Thursday, February 9, 2012

Your Email is Not Working

If you recall, we received a broken washing machine the other day.  The installer told us that he was going to report the damage and the company would call us.  Which company?  We THINK he meant the company that shipped the washer, but we weren't sure.

So yesterday we received a call - yay!  The guy wasn't kidding!  The woman said we need you to FAX us the receipt from the installer which has the receipt number on it.  FAX?  We don't have one, so I asked if we could email the receipt number to her.  Sure, she says, just use the email address on the receipt.
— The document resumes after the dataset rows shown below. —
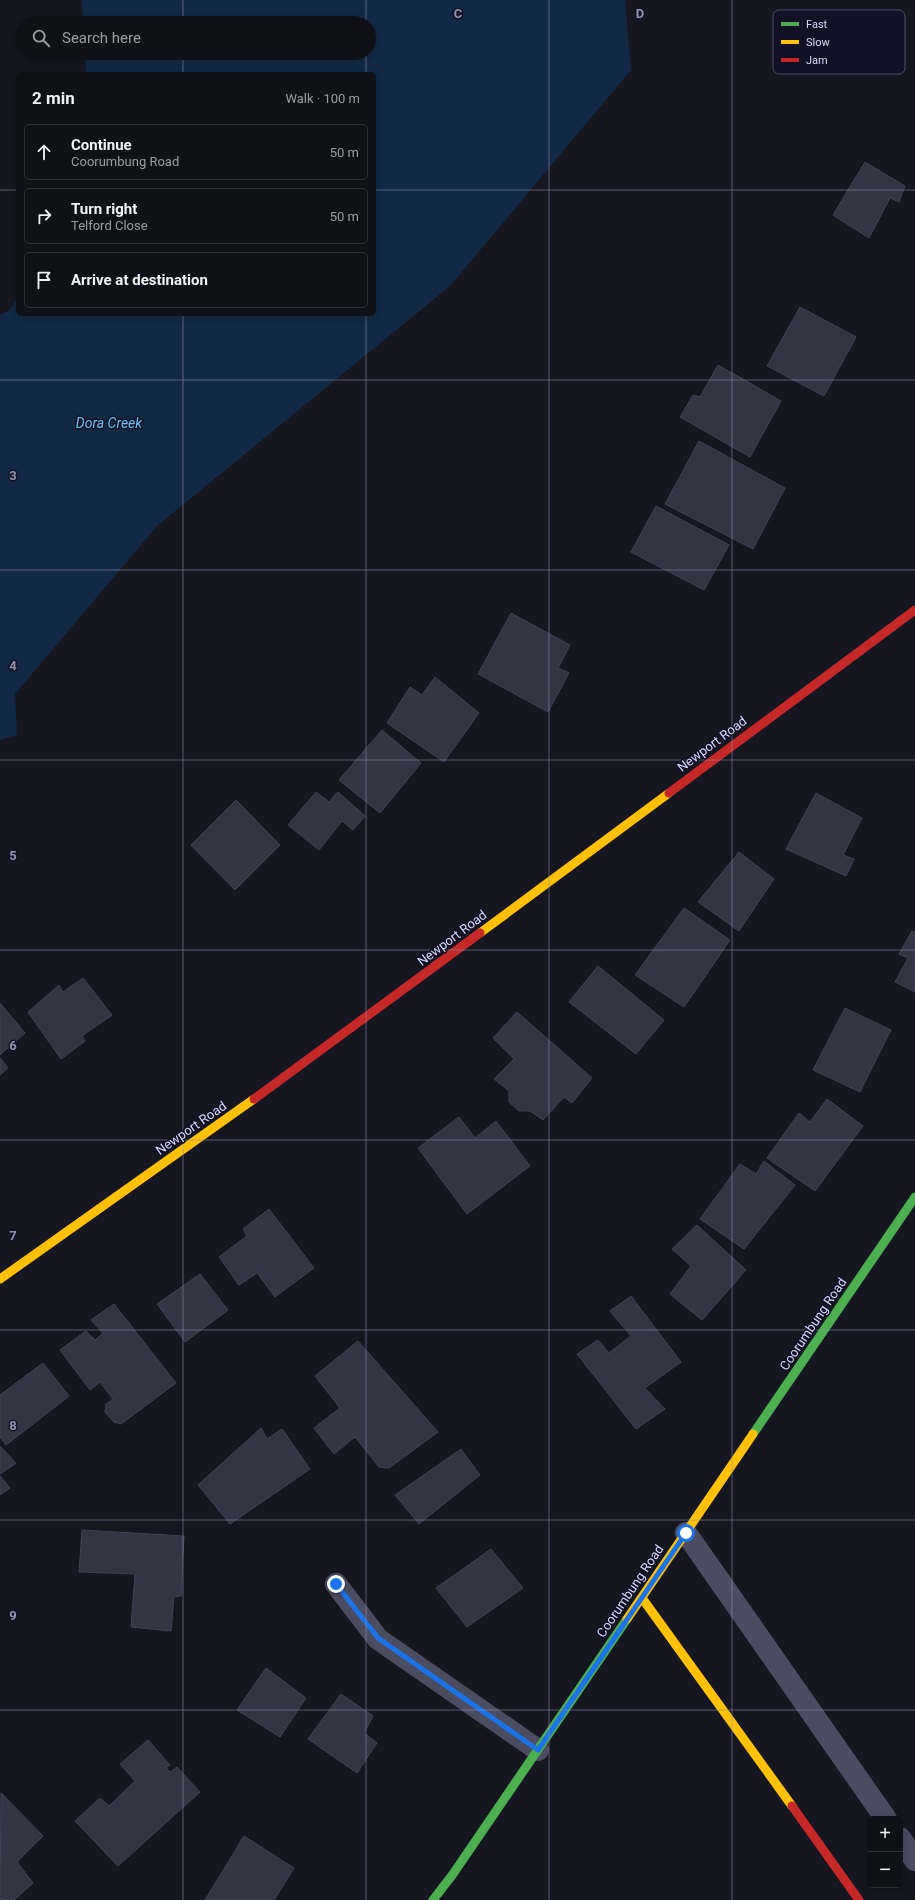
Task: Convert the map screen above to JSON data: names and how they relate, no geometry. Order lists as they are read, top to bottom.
{
  "streets": {
    "street": ["Newport Road", "Coorumbung Road"]
  },
  "water": ["Dora Creek"],
  "legend": ["Fast", "Slow", "Jam"],
  "page": {
    "search": "Search here",
    "heading": ["2 min", "Walk · 100 m"],
    "list": [
      ["Continue", "Coorumbung Road", "50 m"],
      ["Turn right", "Telford Close", "50 m"],
      "Arrive at destination"
    ],
    "map_buttons": ["+", "−"]
  },
  "grid": {
    "columns": ["C", "D"],
    "rows": [
      "3",
      "4",
      "5",
      "6",
      "7",
      "8",
      "9"
    ]
  }
}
No problem!  I carefully type in the email address on the receipt and email her the information. 

It bounces back.

Hmm, I think, I must have typed it in wrong.  I try again.

It bounces back.

We decide to call the company since they had called us so we had the number in our phone, right?  Wrong, it was listed as a private number, so the woman must have called from her private cell.  We call the general number on the receipt.  We tell them the story.  No, they said, our email is fine, it's YOURS that is not working.

Here we go.

We deny that our email is broken, since we'd been emailing people all day.  She says, well we MUST see the receipt or we can't help you!  Oh, boy.  So I quickly figure out how to fax from our brand new printer thingy and I send the fax!  It's sending!  Yahoo!  Then the fax report comes back from the recipient that it failed.  I try again.  Failure again.  We call again.  No, they never received it, are you sure you have the right number?

What is it, because they can hear our foreign accents they assume we are not very smart?

We get VERY frustrated and my husband decides to go back to the store we bought the item from and ask them for help.  They are really nice and helpful and fax the reciept from their store.  It says it was successful. Bern calls to make sure the company received the fax.  Nope.

Bern then gets fed up and hands the phone to the store owner who proceeds to have a brief but very loud and fast conversation in Hebrew with the person on the other end of the phone.  When store guy hangs up, he says, "No problem, I will make sure you get a new washing machine in a couple of days, I'll handle it."  We are putting our faith in this person so I'll let you know what happens.  In the meantime our washing machine is sitting in the middle of our kitchen.  That would be so handy if it was really hooked up, wouldn't it?

In another milestone, we pretty much emptied out all of the boxes we could and the place is looking much more liveable.  The machsan (storage closet in the garage), however, is, um, let's just say - full.
It's kind of like those cartoons where the house is neat and clean and then you open a closet and everything falls on your head.  Kind of like that.  But hey it's in the garage so we don't have to deal with it right now!

Just a note about the weather - ok, you are already yawning, but just hold on as econd.  Someone out there must know someone who knows someone (maybe Tom Tasselmeyer?) who can tell me if I'm right or wrong that the sunshine here is brighter, glarier (is that a word?) than on the US East Coast.  Also, I love watching how the weather changes during the day.  OK, boring part over, you can wake up now.

An amusing note about our parking spot.  Not that I'm complaining because we have a covered parking spot in a country where it gets to a zillion degrees in the summer, so that's great.  But our spot, and most of the spots in our building's garage, is between two very scary looking concrete walls.  Our little rental car is not very wide and we are having issues with getting in and out of that space.  Each time, we advise each other, "Swing it more widely!"  "Back it in!" [very scary option, not used much] " "Back up the OTHER way and then turn around!" "Turn your wheel!  NO NOT THAT WAY!"  You get the idea.

Well, Shabbat Shalom AND Good Shabbos - one last story. The carpenter who came to give us an estimate this week came highly recommended. I had asked the local email group to recommend someone who speaks English.  His English sounded American, so we were thrilled.  Ends up he grew up on the Chabad kibbutz here and was born here but raised speaking English.  Today he called with an estimate and at the end wished me a Good Shabbos.  NOT Shabbat Shalom.  What an interesting country.

1 comment:

  1. What is it, because they can hear our foreign accents they assume we are not very smart?
    Yes, that is exactly it.

    Today he called with an estimate and at the end wished me a Good Shabbos. NOT Shabbat Shalom. What an interesting country.

    I spent Shabbat in a chareidi neighborhood this week and almost everyone said Good Shabbas, I think it was the first time I heard that since I got here.